GPU TDP as proxy for comparing task efficiency?

Keith Myers
Keith Myers
Joined: 11 Feb 11
Posts: 4964
Credit: 18747916143
RAC: 7070718

Regarding stats "days" at

Regarding stats "days" at BoincStats or FreeDC depends on when they pull the exported stats files generated each day by the project. If you go to BoincStats and select the Einstein project in the "Project Stats info" menu choice on the left and then click on the "Last Update" column will take you to the actual date and times of the export files.  You can determine the same thing on when FreeDC scraped the project stats files.

Based on which stats website you are going to use for your daily totals, use the cumulative kW/hr counter on the Kill-A-Watt meter and reset it to zero just after the stats site has updated the stats file.  Then check the tally on kwh used the next day after 24 hours has elapsed.  That way you will know exactly how much power was used on the host to generate the 24 hour credit total.

 

solling2
solling2
Joined: 20 Nov 14
Posts: 219
Credit: 1577601307
RAC: 20609

cecht schrieb:GPU mods (OC,

cecht wrote:
GPU mods (OC, power limit, under V, etc.) - A big bucket of worms. I'll either run default settings for each card or pre-optimize settings for each card and run the evaluations with those. Anybody out there have any thoughts on the best approach for wrestling with these types of variables?

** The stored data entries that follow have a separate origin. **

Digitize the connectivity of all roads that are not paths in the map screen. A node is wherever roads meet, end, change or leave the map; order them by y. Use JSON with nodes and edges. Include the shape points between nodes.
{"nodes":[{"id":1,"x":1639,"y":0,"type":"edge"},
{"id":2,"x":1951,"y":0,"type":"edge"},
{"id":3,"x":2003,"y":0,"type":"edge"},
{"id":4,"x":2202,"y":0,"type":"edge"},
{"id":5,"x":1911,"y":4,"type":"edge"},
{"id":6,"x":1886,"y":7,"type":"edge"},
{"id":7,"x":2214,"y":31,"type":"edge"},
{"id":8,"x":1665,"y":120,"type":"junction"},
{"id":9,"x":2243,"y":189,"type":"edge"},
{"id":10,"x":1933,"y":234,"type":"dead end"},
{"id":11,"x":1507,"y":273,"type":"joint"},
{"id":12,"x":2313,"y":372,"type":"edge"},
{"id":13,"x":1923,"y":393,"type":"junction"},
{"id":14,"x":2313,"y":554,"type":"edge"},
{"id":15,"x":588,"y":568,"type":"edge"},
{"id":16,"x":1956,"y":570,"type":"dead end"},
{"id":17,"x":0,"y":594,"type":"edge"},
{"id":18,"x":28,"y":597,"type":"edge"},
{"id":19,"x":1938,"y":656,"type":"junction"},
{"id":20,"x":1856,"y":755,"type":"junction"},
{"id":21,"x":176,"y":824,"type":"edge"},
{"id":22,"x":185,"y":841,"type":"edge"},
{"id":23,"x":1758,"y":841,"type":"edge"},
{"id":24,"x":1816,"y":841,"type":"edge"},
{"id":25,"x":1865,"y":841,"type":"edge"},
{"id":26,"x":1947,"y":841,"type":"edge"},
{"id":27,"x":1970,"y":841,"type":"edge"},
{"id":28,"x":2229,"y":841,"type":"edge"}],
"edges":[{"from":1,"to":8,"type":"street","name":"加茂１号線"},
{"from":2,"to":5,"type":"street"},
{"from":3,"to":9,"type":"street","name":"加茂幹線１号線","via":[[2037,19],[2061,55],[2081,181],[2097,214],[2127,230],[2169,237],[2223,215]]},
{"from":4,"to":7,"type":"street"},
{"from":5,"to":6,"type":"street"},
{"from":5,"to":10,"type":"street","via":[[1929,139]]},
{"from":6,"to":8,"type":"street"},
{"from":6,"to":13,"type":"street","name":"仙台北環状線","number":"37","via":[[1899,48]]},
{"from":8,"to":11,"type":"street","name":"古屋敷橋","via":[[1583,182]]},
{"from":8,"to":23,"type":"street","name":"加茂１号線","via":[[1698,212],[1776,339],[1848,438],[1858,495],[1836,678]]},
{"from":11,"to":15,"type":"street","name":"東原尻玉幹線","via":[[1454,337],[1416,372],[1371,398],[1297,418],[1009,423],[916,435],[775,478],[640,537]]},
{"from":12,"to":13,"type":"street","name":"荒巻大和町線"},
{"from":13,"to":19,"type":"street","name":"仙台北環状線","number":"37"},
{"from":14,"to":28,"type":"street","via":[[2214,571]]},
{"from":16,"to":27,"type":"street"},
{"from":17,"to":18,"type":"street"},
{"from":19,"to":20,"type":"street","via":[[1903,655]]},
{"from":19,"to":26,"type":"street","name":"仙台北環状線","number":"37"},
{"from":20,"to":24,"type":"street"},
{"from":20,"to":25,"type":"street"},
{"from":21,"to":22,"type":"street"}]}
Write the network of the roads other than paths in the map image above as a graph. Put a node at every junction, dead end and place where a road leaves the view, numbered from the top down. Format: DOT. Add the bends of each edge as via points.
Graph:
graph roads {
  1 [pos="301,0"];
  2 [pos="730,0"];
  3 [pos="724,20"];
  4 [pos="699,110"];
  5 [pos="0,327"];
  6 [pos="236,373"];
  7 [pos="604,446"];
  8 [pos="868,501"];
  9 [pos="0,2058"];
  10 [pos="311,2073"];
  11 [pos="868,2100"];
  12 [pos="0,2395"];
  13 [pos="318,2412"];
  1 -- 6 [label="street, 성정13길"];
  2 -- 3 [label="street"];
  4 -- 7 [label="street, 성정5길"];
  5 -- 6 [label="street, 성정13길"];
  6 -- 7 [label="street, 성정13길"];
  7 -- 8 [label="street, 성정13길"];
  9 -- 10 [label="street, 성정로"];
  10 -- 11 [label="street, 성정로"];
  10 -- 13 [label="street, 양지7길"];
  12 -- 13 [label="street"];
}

When comparing a given GPU before and after undervolting, I prefer a quick look at the GPU  temperature as a proxy. Undervolting results in a temperature drop of about 5 percent with stable crunching times. Most welcome! A cooler GPU can only draw less power. The gain seems to come from cutting power consumption spikes, someone argued in another board. For the actual overall system power draw of course, Archae's advice is the sound approach.

archae86
archae86
Joined: 6 Dec 05
Posts: 3157
Credit: 7225464931
RAC: 1046540

Actual production numbers are

Actual production numbers are compromised by a number of vexing effects.

1. Not all tasks take the same time.

2. Not all tasks validate.

3. delay between completion and validation varies considerably, mostly because of quorum partner return time and success, and occasionally because of Einstein site software status.

4. The common statistics sites update from a bulk-produced file made available at Einstein.  There are time-sampling variations both in production of the file and in the reading and post composition by the web sites.

I've used two specific approaches:

1. During short tuning adjustments, when I want high accuracy and resolution, I populate an Excel spreadsheet with data transcribed from the history tab of a copy of BOINTTasks running on the same machine.  That lets me get actual elapsed time averages for the tasks run at specific conditions of interest (not necessarily on date boundaries).  It also gets a handy data set to check whether the current Einstein files have within file work content variation which must be controlled for to make accurate comparison.  I ignore the statistics sites and even my own Einstein account pages completely when working this way.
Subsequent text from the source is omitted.